Segment Start: Records to process

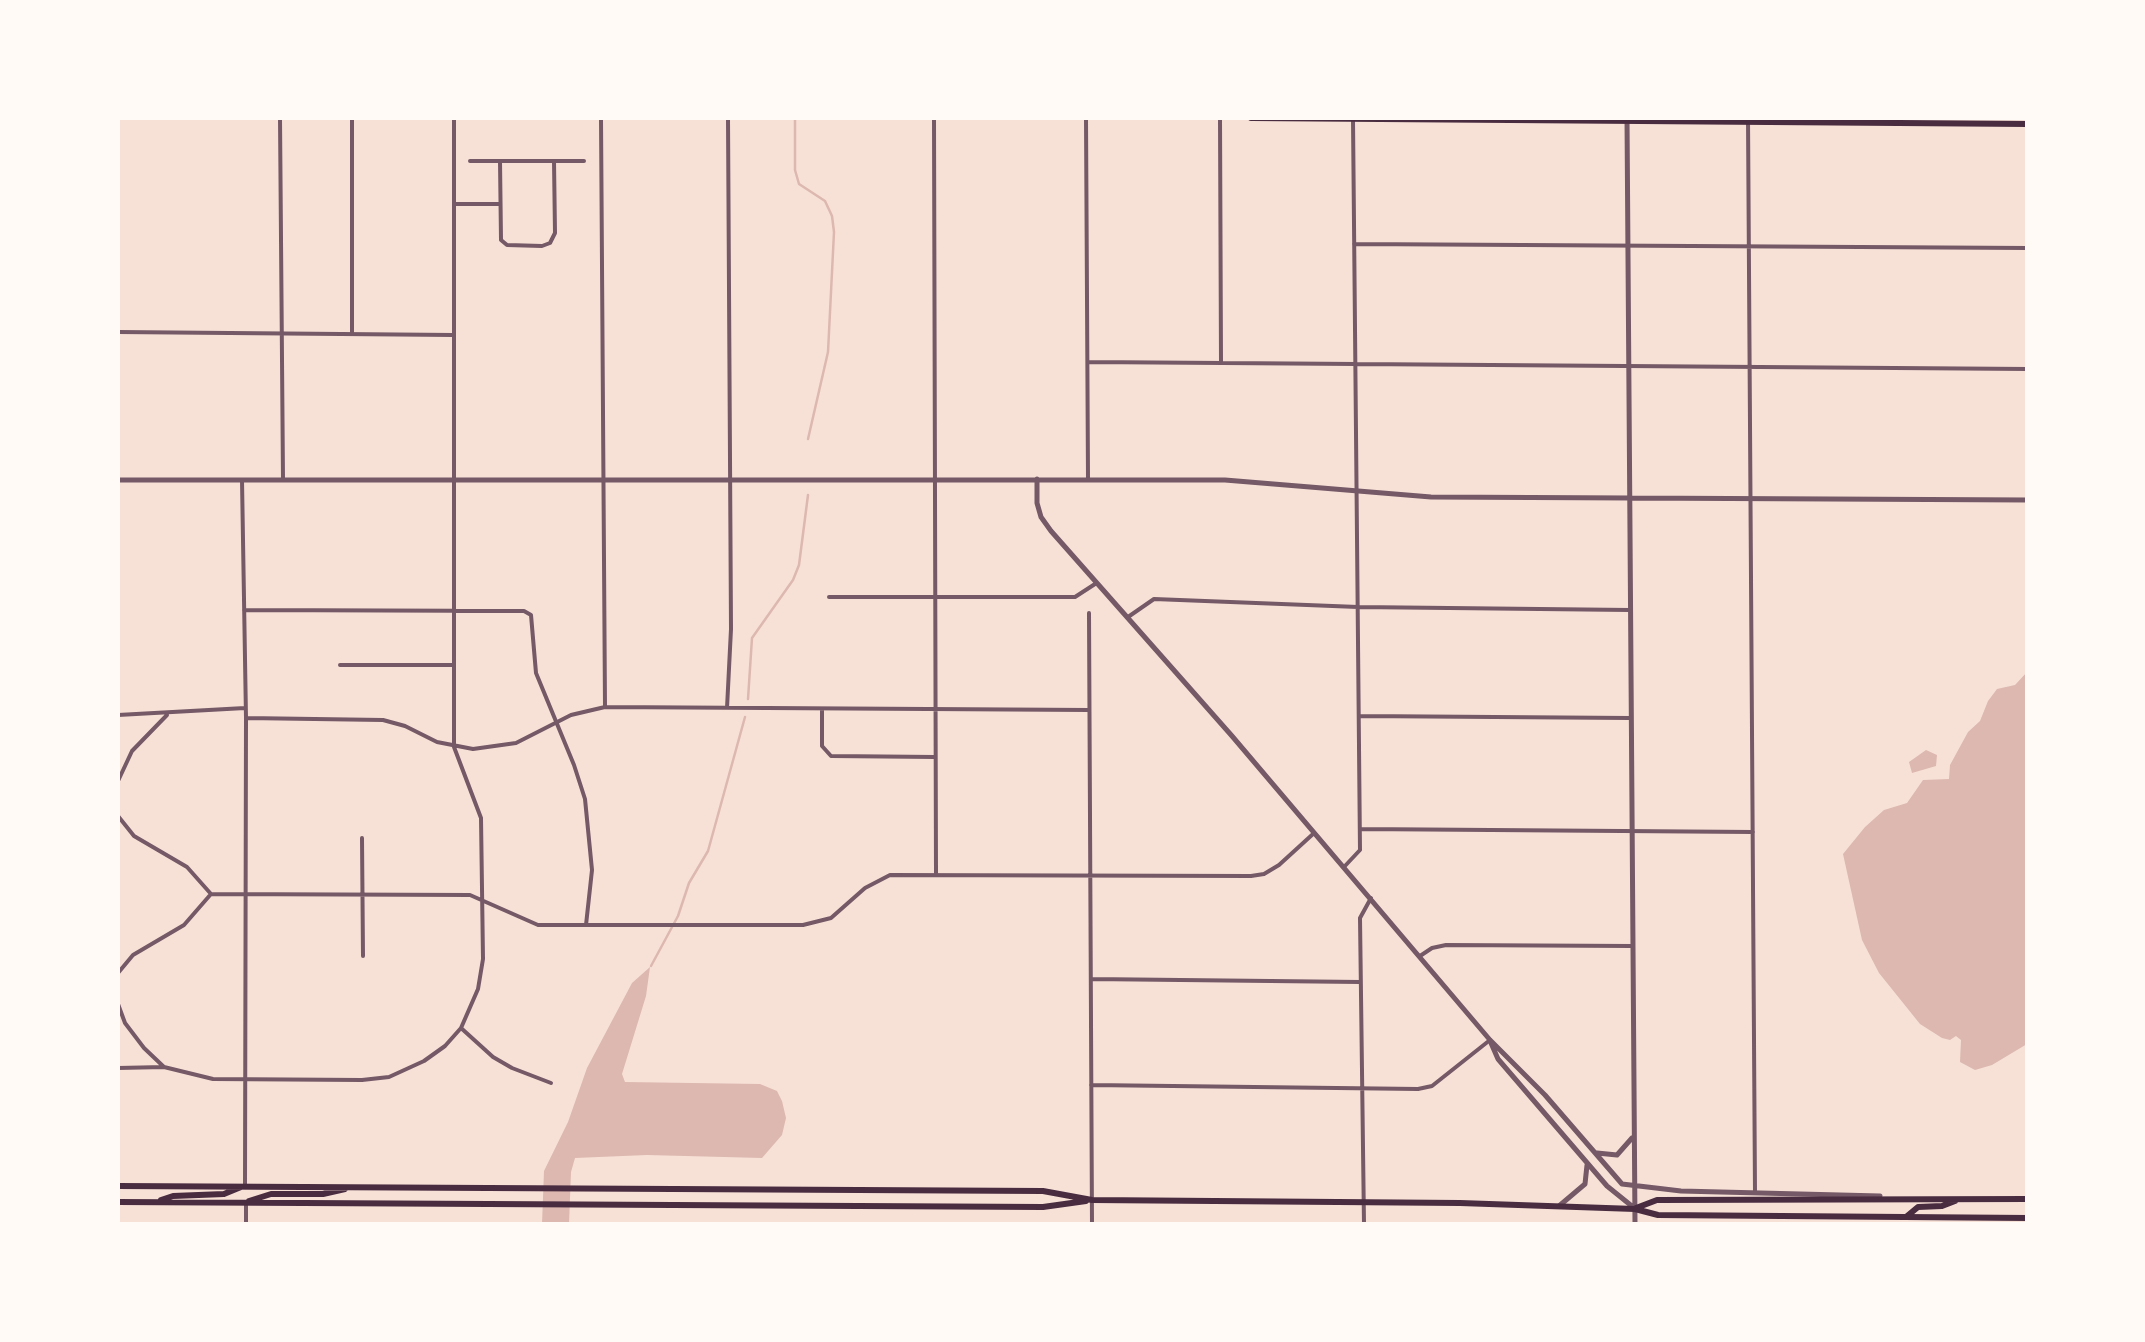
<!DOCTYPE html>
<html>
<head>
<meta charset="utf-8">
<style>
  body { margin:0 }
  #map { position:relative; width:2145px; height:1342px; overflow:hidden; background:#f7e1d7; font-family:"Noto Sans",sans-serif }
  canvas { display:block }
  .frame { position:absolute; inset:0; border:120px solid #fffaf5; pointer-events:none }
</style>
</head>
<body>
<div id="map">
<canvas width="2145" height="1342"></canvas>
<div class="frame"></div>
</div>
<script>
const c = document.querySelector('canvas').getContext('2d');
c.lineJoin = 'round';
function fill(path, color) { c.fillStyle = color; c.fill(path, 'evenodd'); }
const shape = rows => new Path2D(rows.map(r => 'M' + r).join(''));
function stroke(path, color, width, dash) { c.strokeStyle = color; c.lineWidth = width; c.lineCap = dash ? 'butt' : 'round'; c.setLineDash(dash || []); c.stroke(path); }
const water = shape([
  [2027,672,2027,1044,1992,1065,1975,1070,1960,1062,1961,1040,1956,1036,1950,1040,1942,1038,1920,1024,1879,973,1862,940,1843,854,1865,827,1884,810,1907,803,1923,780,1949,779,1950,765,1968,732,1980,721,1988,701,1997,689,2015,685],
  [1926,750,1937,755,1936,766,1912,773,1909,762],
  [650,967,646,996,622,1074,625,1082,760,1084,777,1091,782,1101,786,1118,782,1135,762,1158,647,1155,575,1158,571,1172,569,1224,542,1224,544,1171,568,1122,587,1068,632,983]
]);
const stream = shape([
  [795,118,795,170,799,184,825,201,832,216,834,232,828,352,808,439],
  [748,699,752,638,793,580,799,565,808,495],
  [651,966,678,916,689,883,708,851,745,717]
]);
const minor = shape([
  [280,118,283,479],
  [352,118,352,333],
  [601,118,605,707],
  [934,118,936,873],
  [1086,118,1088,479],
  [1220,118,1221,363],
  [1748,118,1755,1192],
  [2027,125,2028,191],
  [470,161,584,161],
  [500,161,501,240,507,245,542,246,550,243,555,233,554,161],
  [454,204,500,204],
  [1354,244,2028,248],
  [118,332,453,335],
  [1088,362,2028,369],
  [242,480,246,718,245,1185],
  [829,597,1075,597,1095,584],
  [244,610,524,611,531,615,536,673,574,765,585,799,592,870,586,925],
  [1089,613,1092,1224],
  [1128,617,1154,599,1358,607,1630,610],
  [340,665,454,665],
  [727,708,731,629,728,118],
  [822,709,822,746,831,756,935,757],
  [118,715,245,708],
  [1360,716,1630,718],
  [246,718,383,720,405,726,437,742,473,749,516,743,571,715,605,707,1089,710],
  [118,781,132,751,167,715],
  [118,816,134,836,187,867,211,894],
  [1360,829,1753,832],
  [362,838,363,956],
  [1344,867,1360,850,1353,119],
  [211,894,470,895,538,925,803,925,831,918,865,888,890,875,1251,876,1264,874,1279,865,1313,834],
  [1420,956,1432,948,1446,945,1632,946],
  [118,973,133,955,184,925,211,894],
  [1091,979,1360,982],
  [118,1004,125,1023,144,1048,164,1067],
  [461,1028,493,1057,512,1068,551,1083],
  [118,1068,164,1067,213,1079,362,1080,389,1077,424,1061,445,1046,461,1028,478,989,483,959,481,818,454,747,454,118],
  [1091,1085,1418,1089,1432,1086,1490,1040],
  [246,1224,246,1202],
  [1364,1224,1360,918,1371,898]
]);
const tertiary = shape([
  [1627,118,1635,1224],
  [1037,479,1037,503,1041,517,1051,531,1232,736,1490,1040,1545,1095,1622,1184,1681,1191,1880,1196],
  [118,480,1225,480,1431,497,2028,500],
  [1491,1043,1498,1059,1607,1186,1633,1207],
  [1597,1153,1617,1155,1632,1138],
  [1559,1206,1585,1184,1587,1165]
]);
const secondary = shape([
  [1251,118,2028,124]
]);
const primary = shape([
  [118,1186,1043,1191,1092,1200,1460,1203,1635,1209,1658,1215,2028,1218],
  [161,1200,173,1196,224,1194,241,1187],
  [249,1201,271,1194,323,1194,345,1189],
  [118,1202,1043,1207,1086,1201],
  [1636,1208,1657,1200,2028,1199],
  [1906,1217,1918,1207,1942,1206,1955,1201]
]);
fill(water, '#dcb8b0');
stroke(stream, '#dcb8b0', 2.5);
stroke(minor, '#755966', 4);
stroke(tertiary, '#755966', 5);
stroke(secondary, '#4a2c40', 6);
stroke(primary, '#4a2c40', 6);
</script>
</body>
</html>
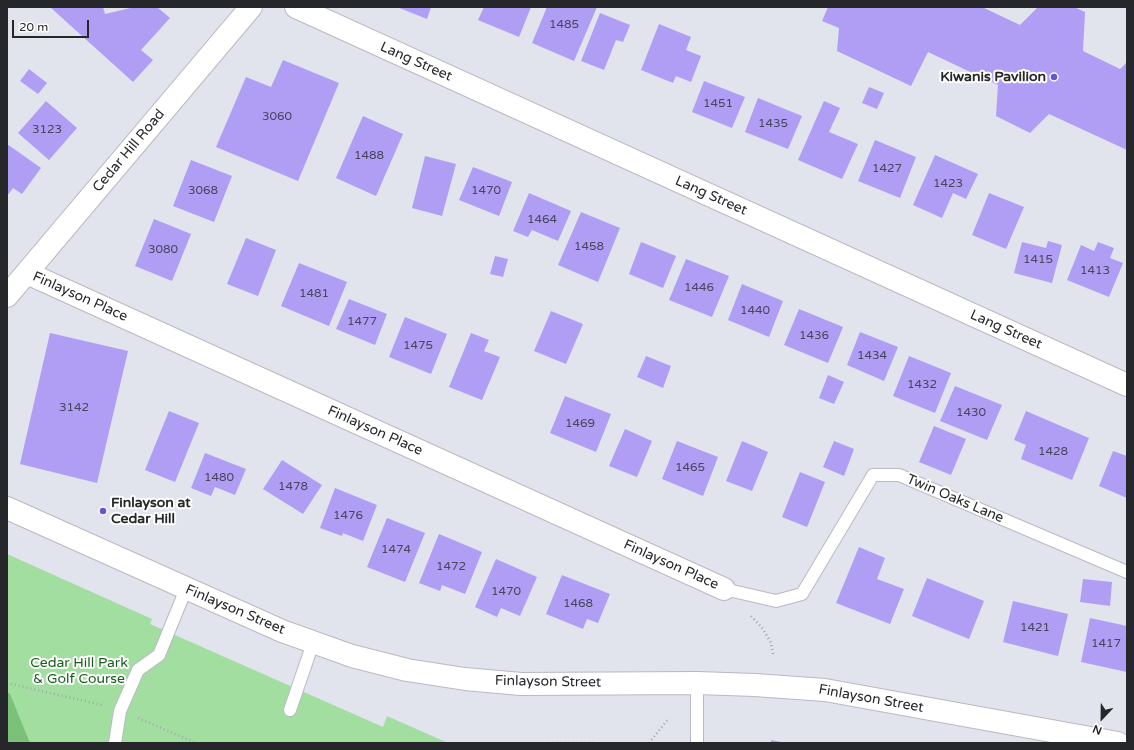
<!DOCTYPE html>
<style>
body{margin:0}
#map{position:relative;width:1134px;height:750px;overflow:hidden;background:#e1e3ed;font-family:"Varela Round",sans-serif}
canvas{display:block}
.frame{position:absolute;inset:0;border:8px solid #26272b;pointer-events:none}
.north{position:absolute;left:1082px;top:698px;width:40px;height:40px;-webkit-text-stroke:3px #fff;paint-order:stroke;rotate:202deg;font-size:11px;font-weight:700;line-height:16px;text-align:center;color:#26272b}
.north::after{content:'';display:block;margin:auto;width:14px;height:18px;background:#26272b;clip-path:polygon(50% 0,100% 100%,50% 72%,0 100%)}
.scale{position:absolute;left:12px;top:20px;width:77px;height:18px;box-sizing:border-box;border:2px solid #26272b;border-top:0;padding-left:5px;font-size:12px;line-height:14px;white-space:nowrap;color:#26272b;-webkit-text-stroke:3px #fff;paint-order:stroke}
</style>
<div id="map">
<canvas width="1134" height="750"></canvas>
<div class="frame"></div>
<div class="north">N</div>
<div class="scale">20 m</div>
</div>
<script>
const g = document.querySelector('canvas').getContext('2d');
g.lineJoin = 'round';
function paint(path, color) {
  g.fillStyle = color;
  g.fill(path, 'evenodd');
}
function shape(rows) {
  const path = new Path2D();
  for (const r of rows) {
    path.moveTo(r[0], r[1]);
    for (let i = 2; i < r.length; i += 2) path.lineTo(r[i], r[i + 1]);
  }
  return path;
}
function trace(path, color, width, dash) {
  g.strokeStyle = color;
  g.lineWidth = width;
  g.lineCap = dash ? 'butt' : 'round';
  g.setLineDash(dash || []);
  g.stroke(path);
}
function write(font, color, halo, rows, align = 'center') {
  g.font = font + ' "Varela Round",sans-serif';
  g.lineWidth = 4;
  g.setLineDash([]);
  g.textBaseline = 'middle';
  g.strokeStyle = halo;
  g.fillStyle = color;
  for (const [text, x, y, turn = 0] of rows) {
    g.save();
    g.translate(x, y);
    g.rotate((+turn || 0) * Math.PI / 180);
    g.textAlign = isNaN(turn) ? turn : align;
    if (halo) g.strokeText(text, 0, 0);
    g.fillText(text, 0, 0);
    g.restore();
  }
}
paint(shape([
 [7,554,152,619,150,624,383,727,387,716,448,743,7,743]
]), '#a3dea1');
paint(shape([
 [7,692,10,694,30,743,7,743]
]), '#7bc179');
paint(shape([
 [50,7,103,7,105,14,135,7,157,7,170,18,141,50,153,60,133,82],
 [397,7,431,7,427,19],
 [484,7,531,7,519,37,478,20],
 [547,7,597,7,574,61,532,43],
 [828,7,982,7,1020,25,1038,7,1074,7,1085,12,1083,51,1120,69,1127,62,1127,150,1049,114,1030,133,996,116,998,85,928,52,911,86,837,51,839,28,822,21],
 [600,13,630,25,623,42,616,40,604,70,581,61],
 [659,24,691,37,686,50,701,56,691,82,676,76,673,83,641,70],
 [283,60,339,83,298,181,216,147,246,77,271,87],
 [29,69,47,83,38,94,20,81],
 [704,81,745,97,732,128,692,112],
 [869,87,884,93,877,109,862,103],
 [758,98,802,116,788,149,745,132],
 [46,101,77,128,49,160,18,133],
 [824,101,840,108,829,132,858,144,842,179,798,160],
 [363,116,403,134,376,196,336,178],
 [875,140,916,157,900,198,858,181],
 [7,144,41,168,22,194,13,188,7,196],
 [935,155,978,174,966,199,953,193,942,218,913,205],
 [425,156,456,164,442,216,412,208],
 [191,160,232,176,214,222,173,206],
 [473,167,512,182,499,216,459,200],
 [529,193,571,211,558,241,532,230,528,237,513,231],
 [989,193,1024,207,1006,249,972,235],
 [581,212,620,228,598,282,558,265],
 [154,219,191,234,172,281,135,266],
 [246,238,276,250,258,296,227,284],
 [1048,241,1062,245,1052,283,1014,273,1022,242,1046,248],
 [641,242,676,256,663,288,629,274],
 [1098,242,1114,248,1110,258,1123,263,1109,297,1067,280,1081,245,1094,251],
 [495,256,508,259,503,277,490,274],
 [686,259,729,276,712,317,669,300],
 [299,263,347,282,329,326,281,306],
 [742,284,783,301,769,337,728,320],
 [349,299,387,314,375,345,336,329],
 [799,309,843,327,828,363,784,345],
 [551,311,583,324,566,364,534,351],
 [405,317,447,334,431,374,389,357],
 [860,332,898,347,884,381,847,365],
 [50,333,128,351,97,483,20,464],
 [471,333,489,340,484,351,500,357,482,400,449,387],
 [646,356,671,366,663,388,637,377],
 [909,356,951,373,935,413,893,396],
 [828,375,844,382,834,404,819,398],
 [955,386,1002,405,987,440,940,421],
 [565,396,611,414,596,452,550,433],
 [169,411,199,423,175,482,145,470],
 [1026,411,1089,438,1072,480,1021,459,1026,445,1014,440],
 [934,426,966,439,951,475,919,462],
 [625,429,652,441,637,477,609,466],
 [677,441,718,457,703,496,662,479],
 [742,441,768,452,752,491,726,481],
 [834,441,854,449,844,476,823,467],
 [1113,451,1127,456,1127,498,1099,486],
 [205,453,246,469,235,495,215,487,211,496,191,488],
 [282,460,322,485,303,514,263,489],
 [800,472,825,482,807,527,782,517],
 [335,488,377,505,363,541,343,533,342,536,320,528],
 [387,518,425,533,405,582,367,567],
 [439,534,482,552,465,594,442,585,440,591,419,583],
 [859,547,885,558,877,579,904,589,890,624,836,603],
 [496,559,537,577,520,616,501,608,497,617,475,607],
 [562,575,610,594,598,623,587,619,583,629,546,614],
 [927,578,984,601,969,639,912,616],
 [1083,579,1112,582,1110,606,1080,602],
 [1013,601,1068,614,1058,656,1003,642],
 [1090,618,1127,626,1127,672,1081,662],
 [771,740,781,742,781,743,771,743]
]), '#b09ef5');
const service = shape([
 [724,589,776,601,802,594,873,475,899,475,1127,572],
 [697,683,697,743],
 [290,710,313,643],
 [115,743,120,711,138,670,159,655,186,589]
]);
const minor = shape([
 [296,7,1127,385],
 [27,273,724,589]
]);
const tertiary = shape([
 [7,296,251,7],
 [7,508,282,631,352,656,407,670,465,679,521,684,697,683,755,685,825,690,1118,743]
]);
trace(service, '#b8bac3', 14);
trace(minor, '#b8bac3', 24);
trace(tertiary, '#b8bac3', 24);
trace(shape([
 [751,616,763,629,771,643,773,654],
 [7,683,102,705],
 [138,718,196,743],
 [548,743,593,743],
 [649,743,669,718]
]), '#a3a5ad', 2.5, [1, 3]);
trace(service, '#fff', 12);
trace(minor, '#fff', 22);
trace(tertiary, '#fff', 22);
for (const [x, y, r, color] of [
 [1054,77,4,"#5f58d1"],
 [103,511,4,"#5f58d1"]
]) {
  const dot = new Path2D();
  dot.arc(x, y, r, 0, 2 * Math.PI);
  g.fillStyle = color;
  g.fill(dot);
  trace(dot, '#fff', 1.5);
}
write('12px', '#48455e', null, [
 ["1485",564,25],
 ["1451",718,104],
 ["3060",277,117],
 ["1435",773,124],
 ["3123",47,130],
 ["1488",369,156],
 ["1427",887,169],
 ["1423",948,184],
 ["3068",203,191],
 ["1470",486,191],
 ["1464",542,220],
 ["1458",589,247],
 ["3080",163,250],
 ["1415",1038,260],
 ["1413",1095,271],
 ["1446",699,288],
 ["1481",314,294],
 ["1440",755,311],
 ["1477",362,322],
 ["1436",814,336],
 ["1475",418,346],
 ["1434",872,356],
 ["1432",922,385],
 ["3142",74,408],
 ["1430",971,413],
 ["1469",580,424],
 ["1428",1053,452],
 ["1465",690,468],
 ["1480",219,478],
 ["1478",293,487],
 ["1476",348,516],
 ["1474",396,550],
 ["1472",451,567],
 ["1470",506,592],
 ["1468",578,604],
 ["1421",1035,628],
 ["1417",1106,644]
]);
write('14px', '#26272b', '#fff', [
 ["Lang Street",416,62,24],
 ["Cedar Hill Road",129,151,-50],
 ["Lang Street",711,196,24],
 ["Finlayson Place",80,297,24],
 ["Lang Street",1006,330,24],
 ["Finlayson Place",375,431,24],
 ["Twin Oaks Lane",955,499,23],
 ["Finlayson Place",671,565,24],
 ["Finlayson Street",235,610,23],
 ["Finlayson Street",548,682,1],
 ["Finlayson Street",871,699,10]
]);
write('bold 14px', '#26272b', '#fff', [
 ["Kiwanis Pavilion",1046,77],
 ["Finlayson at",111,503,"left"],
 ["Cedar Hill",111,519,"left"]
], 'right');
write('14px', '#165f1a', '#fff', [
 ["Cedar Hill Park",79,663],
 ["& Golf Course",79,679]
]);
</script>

Segment End: Records to process

* **Task description**
Identify all lines in the records above with the word "evenodd".

* **Solution to the exercise**
function fill(path, color) { c.fillStyle = color; c.fill(path, 'evenodd'); }
  g.fill(path, 'evenodd');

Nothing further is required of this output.